1. Clone the repository:

   git clone github.com/aeTunga/TulparAPI
   cd TulparAPI

2. Create a .env file in the root directory:

   DATABASE_URL=sqlite:data.db
   RUST_LOG=tulpar_api=debug,tower_http=debug
   STORAGE_PATH=storage
   PORT=3000

3. Initialize the database and run migrations:

   # Create the database file
   touch data.db
   
    # Run SQLx migrations
    # Note: If you don't have sqlx-cli, you can use sqlite3 directly as shown below
    sqlite3 data.db < migrations/20240101000000_init.sql

Data Management

TulparAPI requires content to be compressed into the LZ4 format before it can be served. A dedicated seeding tool is provided to handle compression and database registration in one step.

Seeding Data

To seed a collection (like the included Rubaiyat demo):

cargo run --bin seed -- data/rubaiyat.json rubaiyat "Rubaiyat of Omar Khayyam" en

This command will:

1. Read the input JSON.
2. Compress it into storage/collections/rubaiyat.json.lz4.
3. Create/Update the metadata in the SQLite database with the provided alias, name, and language.

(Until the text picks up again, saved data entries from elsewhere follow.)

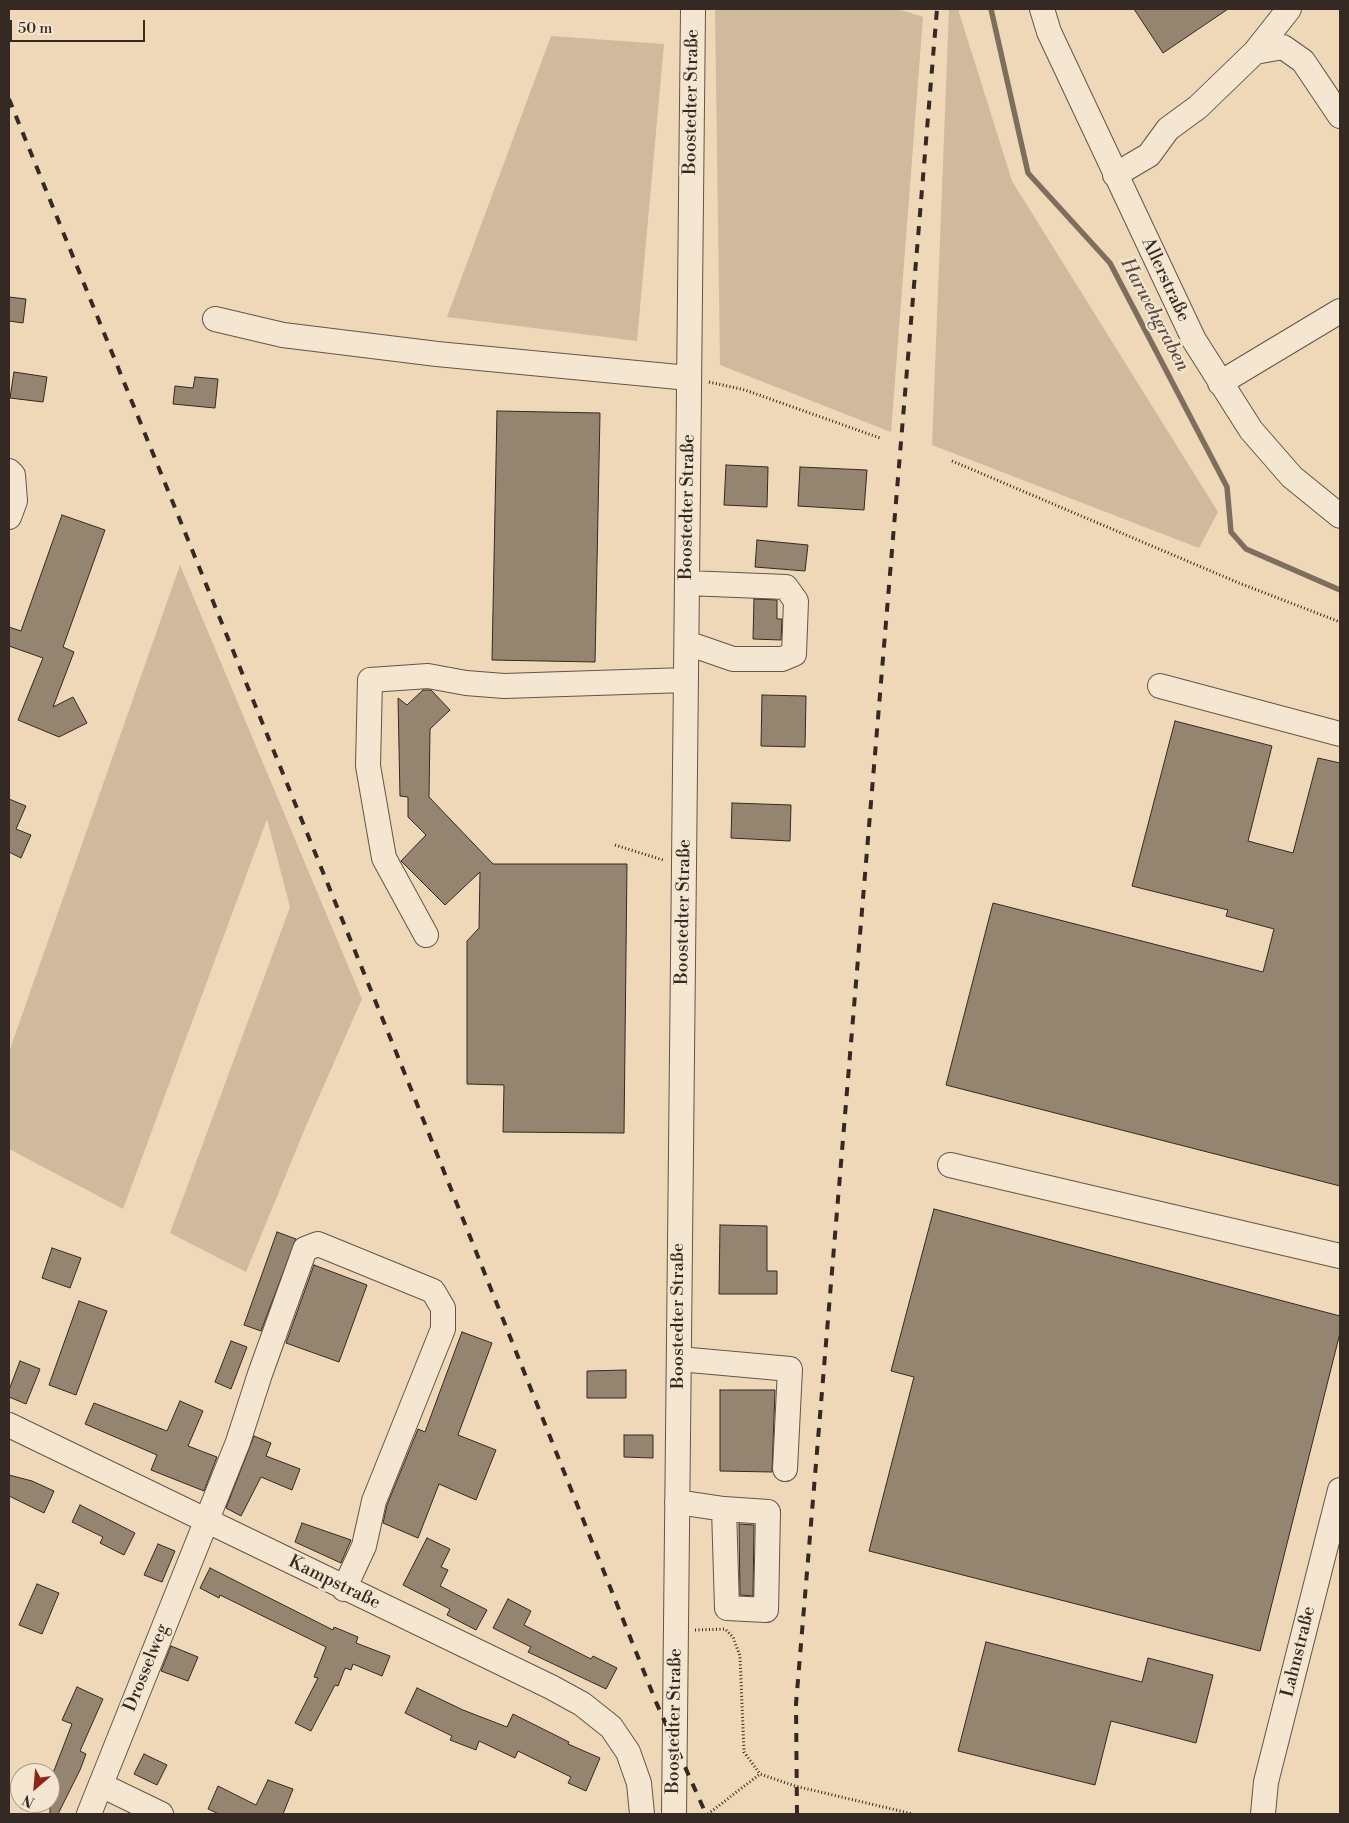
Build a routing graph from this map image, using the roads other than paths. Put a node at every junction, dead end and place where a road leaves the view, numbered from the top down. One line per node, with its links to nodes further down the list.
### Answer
1 (693, 9): 9 (street, Boostedter Straße)
2 (1042, 9): 6 (street, Allerstraße)
3 (1289, 9): 4 (street)
4 (1255, 52): 5 (street); 6 (street)
5 (1340, 116)
6 (1115, 175): 10 (street, Allerstraße)
7 (1340, 311): 10 (street)
8 (215, 319): 9 (street)
9 (689, 378): 14 (street, Boostedter Straße)
10 (1220, 383): 12 (street, Allerstraße)
11 (9, 471): 13 (street)
12 (1340, 516)
13 (9, 517)
14 (687, 583): 15 (street, Boostedter Straße); 15 (street)
15 (687, 643): 16 (street, Boostedter Straße)
16 (686, 680): 19 (street); 22 (street, Boostedter Straße)
17 (1160, 686): 18 (street)
18 (1340, 734)
19 (426, 934)
20 (950, 1164): 21 (street)
21 (1340, 1256)
22 (679, 1359): 24 (street); 26 (street, Boostedter Straße)
23 (9, 1425): 28 (street, Kampstraße)
24 (785, 1469)
25 (1340, 1490): 35 (street, Lahnstraße)
26 (677, 1502): 27 (street); 34 (street, Boostedter Straße)
27 (724, 1509)
28 (206, 1520): 29 (street, Kampstraße); 29 (street, Drosselweg); 30 (street, Drosselweg)
29 (344, 1589): 33 (street, Kampstraße)
30 (101, 1785): 31 (street, Drosselweg); 32 (street)
31 (89, 1814)
32 (161, 1814)
33 (642, 1814)
34 (674, 1814)
35 (1263, 1814)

Compressing Custom Data (Manual)

If you only need to compress files without database registration:

cargo run --bin compress -- <input_file.json> <output_file.json.lz4>

Testing

The project includes a comprehensive integration test suite that covers the full API flow, database persistence, LZ4 decompression, and middleware.

Run the tests:

cargo test --test integration_test

Observability & Security

• Request IDs: Every request is assigned a unique UUID via the x-request-id header, which is propagated through response headers and included in logs.
• Rate Limiting: IP-based rate limiting is enabled (2 requests/sec, burst of 5) to protect the API.
• Tracing: Structured logging is implemented using the tracing crate.
• CI/CD: GitHub Actions workflow is configured in .github/workflows/rust.yml to run tests on every push.

Running the Application

Start the server in development mode:

cargo run

The server will start on the port specified in your .env file (default: 3000).

Documentation

For detailed information on available endpoints, request formats, and response examples, please refer to API.md.

License

This project is licensed under the MIT License.